*Work to complete*. Wherever the word "paths" occurs in the listing, copy the whole line.
Top of Source information
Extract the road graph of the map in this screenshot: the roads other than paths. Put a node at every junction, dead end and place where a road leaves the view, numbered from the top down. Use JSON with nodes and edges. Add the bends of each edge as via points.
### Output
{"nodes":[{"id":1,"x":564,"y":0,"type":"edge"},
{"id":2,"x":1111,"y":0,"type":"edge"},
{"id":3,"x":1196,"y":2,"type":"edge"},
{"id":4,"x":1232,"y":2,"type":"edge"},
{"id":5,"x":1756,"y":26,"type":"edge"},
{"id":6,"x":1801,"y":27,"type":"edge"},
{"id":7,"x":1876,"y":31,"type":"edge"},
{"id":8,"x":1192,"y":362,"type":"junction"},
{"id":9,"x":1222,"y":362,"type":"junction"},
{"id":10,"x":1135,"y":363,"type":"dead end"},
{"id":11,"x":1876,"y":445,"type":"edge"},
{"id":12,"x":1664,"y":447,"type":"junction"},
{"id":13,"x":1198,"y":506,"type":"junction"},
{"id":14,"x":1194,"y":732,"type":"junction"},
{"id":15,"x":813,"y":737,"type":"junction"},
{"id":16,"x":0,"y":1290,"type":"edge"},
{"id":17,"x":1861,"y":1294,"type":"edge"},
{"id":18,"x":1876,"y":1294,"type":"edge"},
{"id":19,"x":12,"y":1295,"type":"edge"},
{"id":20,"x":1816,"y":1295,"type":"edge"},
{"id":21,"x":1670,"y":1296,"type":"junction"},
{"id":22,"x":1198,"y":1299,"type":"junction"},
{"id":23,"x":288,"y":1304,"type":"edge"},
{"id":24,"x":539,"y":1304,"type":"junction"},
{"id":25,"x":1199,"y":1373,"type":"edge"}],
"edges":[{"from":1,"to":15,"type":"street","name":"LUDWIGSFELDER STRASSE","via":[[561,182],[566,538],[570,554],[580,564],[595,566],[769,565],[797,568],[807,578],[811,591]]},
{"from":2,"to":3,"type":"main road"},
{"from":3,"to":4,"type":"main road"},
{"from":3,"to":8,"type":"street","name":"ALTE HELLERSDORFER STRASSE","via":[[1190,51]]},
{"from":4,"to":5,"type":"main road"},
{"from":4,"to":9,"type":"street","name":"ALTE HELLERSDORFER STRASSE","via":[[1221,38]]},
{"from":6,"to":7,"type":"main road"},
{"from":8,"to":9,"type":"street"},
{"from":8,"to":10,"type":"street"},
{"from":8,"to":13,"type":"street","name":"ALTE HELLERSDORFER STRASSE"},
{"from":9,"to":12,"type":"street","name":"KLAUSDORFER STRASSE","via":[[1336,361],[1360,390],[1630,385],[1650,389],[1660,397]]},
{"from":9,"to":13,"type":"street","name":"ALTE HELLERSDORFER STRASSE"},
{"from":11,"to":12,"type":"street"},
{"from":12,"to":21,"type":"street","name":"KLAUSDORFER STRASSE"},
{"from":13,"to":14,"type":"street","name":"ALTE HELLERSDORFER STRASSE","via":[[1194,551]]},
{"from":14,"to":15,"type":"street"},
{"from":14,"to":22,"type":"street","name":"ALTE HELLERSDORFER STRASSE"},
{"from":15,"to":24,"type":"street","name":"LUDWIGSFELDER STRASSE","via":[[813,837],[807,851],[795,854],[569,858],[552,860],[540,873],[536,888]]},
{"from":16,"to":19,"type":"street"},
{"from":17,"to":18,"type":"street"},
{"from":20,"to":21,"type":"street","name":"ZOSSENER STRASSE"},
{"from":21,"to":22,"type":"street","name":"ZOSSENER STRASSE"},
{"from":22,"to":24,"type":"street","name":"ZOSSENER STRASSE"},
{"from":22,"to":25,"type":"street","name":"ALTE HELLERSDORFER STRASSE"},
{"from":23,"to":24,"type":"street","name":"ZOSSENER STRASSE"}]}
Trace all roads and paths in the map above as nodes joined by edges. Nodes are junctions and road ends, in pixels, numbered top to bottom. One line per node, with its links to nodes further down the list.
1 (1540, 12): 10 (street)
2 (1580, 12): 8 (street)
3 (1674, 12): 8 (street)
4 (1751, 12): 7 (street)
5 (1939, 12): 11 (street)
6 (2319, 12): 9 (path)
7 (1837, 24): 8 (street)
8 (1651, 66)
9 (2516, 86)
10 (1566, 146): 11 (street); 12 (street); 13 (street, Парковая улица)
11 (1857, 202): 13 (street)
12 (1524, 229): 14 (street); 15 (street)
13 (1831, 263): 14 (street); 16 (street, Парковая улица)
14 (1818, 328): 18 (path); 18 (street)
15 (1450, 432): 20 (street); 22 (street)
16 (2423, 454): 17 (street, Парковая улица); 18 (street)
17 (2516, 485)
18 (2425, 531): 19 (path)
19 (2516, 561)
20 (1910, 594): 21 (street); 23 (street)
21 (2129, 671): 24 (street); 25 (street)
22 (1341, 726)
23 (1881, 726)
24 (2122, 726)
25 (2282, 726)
Bottom of Source information
*Result below*.
Extract the road graph of the map in this screenshot: the roads other than paths. Put a node at every junction, dead end and place where a road leaves the view, numbered from the top down. Use JSON with nodes and edges. Add the bends of each edge as via points.
Trace all roads and paths in the map above as nodes joined by edges. Nodes are junctions and road ends, in pixels, numbered top to bottom. One line per node, with its links to nodes further down the list.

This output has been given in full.